(PROBLEM TO WORK ON) Extract the text of every entry below exactly; leave images out.

(LISTED RECORDS)
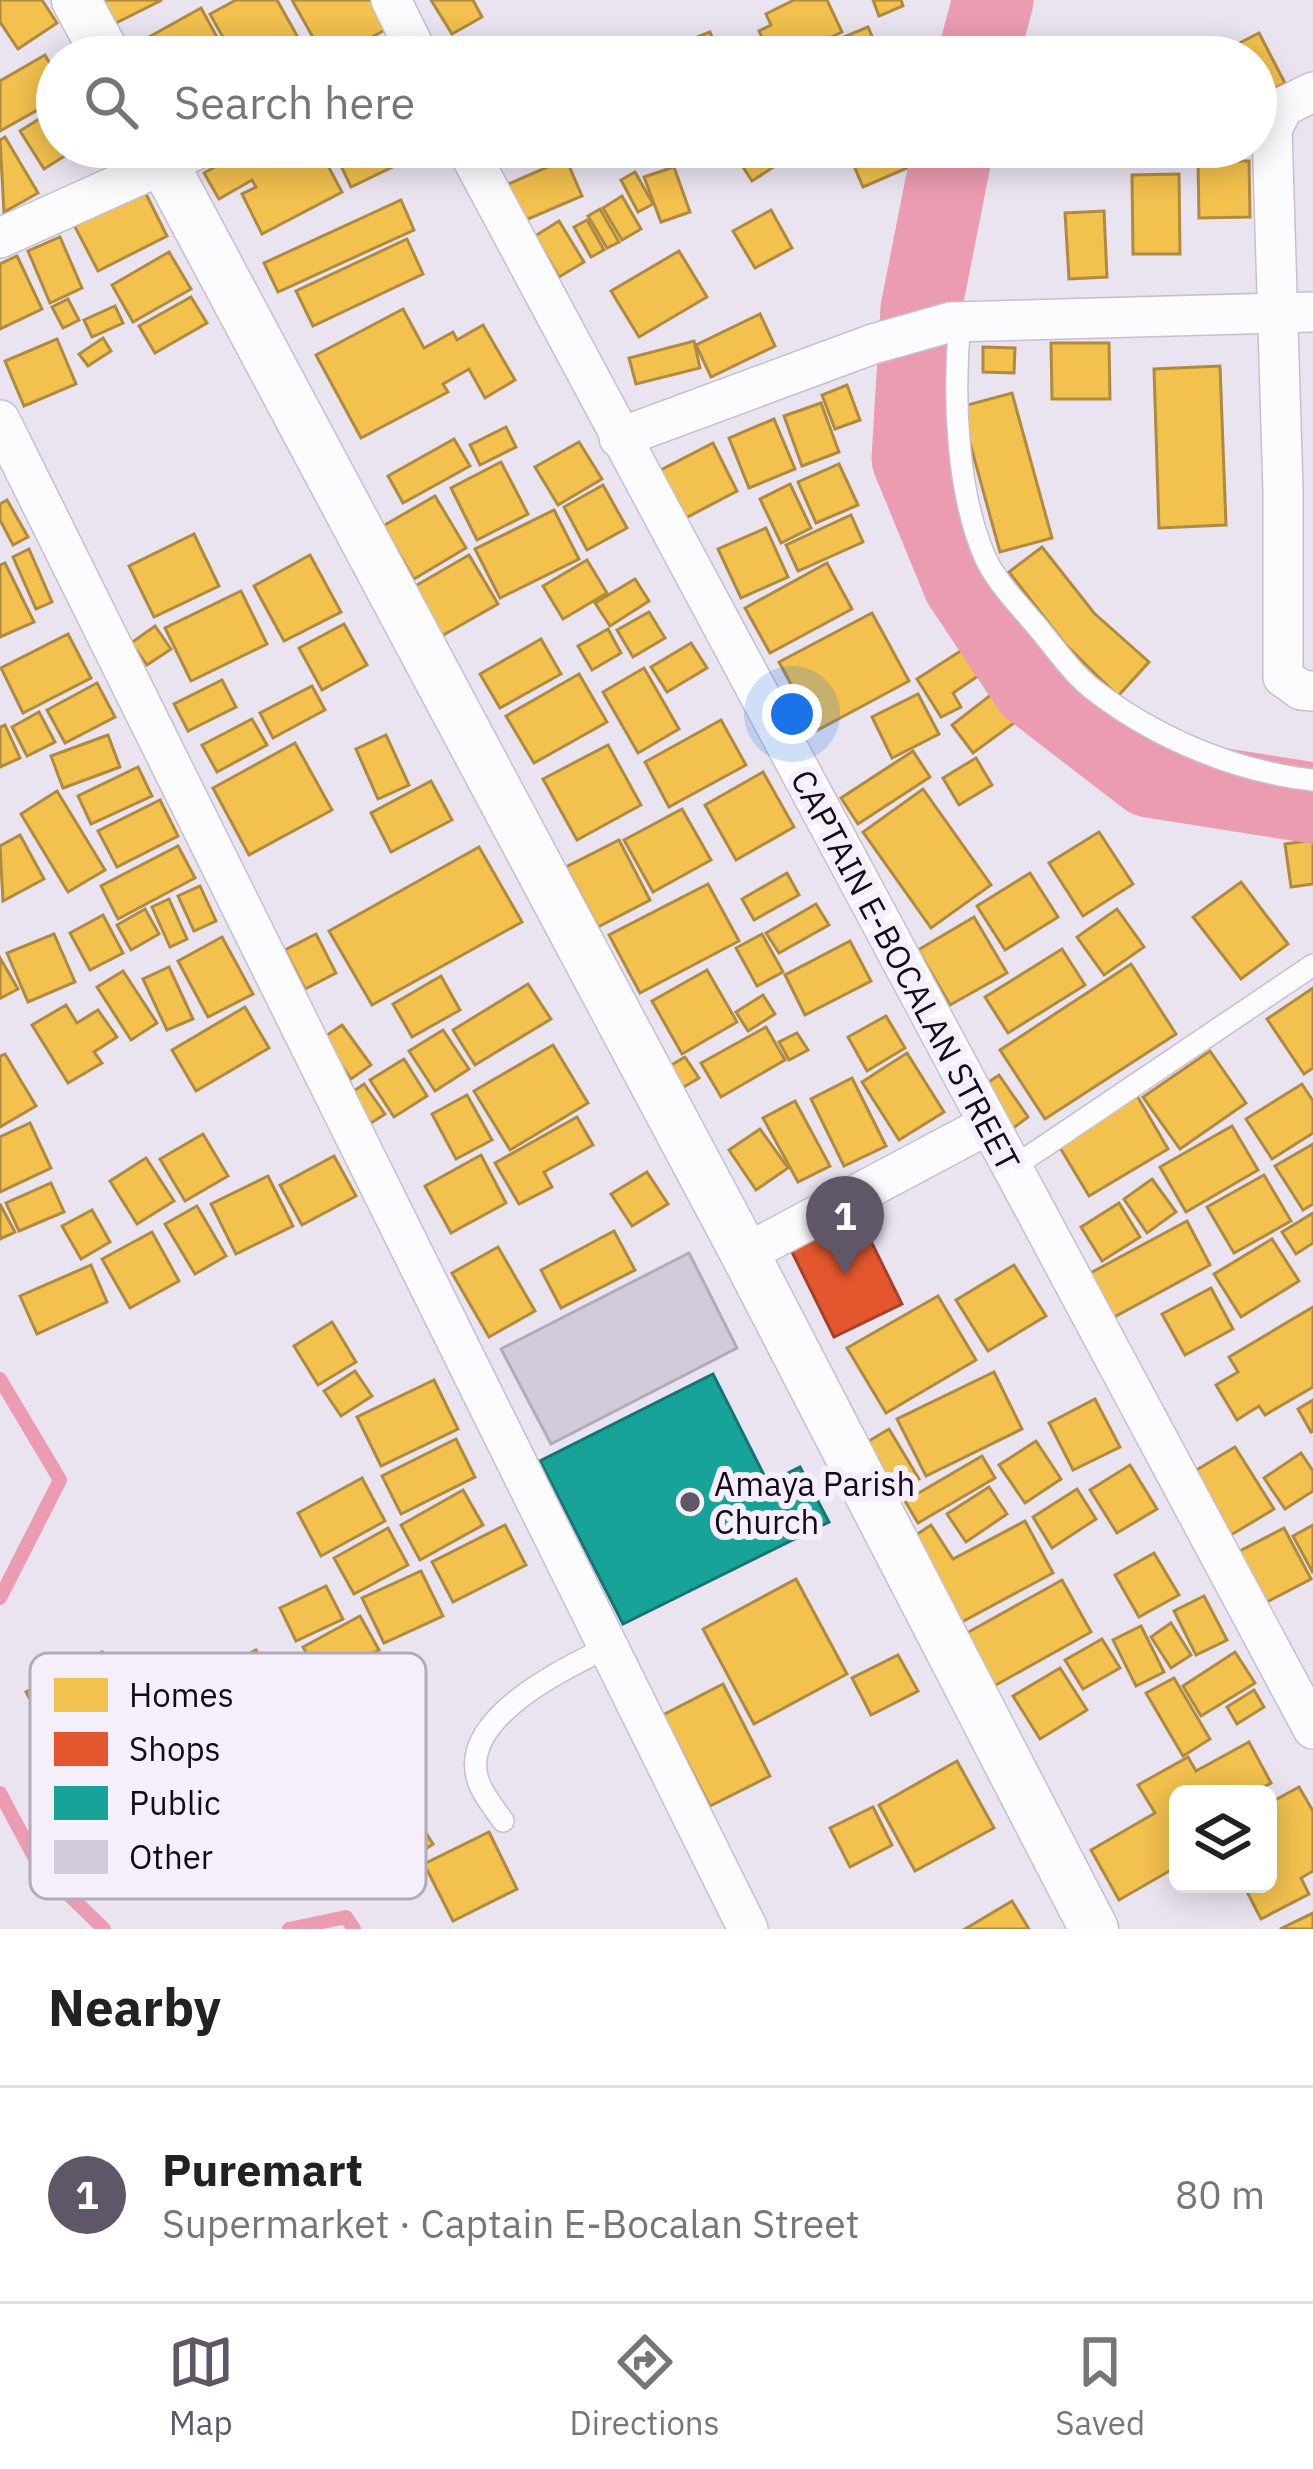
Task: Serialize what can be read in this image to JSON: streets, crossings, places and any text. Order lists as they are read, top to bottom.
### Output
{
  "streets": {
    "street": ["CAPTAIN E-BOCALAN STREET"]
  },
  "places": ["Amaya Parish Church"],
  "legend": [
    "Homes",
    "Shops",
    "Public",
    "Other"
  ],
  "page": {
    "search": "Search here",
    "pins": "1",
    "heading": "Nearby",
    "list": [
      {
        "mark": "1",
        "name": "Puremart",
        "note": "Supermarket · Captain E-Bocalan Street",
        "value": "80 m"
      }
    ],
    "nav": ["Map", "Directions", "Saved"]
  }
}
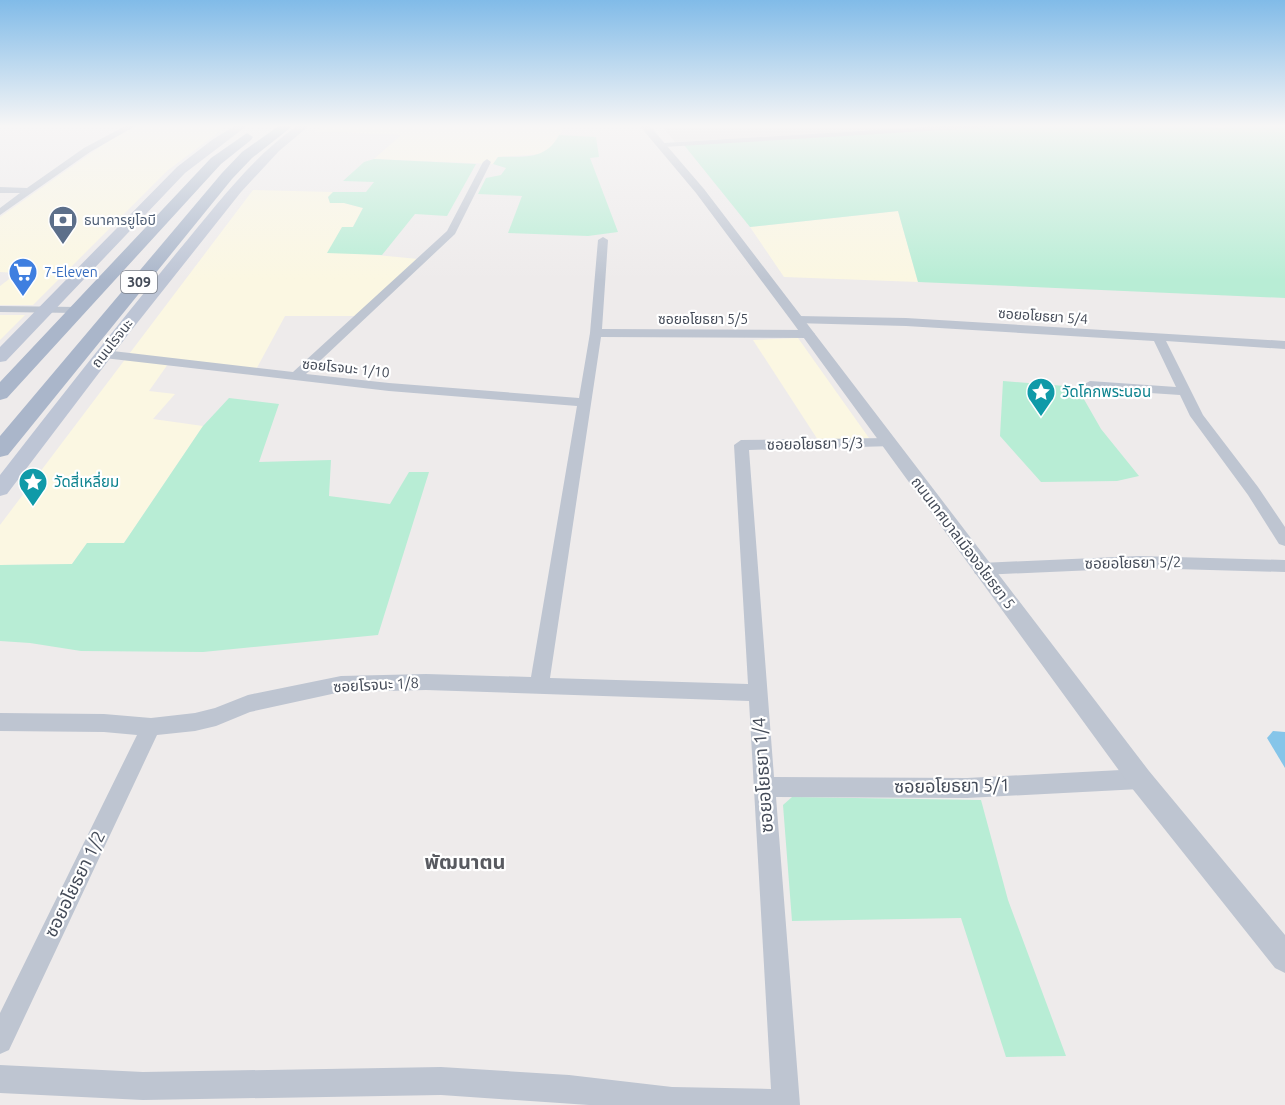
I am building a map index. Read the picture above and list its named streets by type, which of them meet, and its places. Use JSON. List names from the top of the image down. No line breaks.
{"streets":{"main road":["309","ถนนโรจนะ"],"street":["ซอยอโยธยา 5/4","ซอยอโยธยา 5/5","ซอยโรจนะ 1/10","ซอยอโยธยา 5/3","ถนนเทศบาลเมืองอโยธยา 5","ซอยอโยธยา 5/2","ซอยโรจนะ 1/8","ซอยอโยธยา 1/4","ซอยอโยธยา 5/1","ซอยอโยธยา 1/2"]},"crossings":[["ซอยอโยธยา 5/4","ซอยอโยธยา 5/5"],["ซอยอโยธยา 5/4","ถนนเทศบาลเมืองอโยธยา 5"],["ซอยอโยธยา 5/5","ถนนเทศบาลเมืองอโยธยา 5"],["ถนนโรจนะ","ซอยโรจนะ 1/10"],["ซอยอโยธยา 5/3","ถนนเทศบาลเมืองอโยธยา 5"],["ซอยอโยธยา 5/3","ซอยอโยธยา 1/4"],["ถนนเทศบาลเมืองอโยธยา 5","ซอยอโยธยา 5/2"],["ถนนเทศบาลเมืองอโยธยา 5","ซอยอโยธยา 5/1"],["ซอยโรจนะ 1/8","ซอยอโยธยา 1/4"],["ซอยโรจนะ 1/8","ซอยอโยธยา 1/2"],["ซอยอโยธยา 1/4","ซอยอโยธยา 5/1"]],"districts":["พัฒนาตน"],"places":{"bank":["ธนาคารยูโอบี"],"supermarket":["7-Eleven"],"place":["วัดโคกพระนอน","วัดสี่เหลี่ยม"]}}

(ANSWER FOR THIS EXERCISE)
Task: Serialize what can be read in this image to JSON: streets, crossings, places and any text. Order lists as they are read, top to bottom.
### Output
{
  "streets": {
    "street": ["CAPTAIN E-BOCALAN STREET"]
  },
  "places": ["Amaya Parish Church"],
  "legend": [
    "Homes",
    "Shops",
    "Public",
    "Other"
  ],
  "page": {
    "search": "Search here",
    "pins": "1",
    "heading": "Nearby",
    "list": [
      {
        "mark": "1",
        "name": "Puremart",
        "note": "Supermarket · Captain E-Bocalan Street",
        "value": "80 m"
      }
    ],
    "nav": ["Map", "Directions", "Saved"]
  }
}
I am building a map index. Read the picture above and list its named streets by type, which of them meet, and its places. Use JSON. List names from the top of the image down. No line breaks.
{"streets":{"main road":["309","ถนนโรจนะ"],"street":["ซอยอโยธยา 5/4","ซอยอโยธยา 5/5","ซอยโรจนะ 1/10","ซอยอโยธยา 5/3","ถนนเทศบาลเมืองอโยธยา 5","ซอยอโยธยา 5/2","ซอยโรจนะ 1/8","ซอยอโยธยา 1/4","ซอยอโยธยา 5/1","ซอยอโยธยา 1/2"]},"crossings":[["ซอยอโยธยา 5/4","ซอยอโยธยา 5/5"],["ซอยอโยธยา 5/4","ถนนเทศบาลเมืองอโยธยา 5"],["ซอยอโยธยา 5/5","ถนนเทศบาลเมืองอโยธยา 5"],["ถนนโรจนะ","ซอยโรจนะ 1/10"],["ซอยอโยธยา 5/3","ถนนเทศบาลเมืองอโยธยา 5"],["ซอยอโยธยา 5/3","ซอยอโยธยา 1/4"],["ถนนเทศบาลเมืองอโยธยา 5","ซอยอโยธยา 5/2"],["ถนนเทศบาลเมืองอโยธยา 5","ซอยอโยธยา 5/1"],["ซอยโรจนะ 1/8","ซอยอโยธยา 1/4"],["ซอยโรจนะ 1/8","ซอยอโยธยา 1/2"],["ซอยอโยธยา 1/4","ซอยอโยธยา 5/1"]],"districts":["พัฒนาตน"],"places":{"bank":["ธนาคารยูโอบี"],"supermarket":["7-Eleven"],"place":["วัดโคกพระนอน","วัดสี่เหลี่ยม"]}}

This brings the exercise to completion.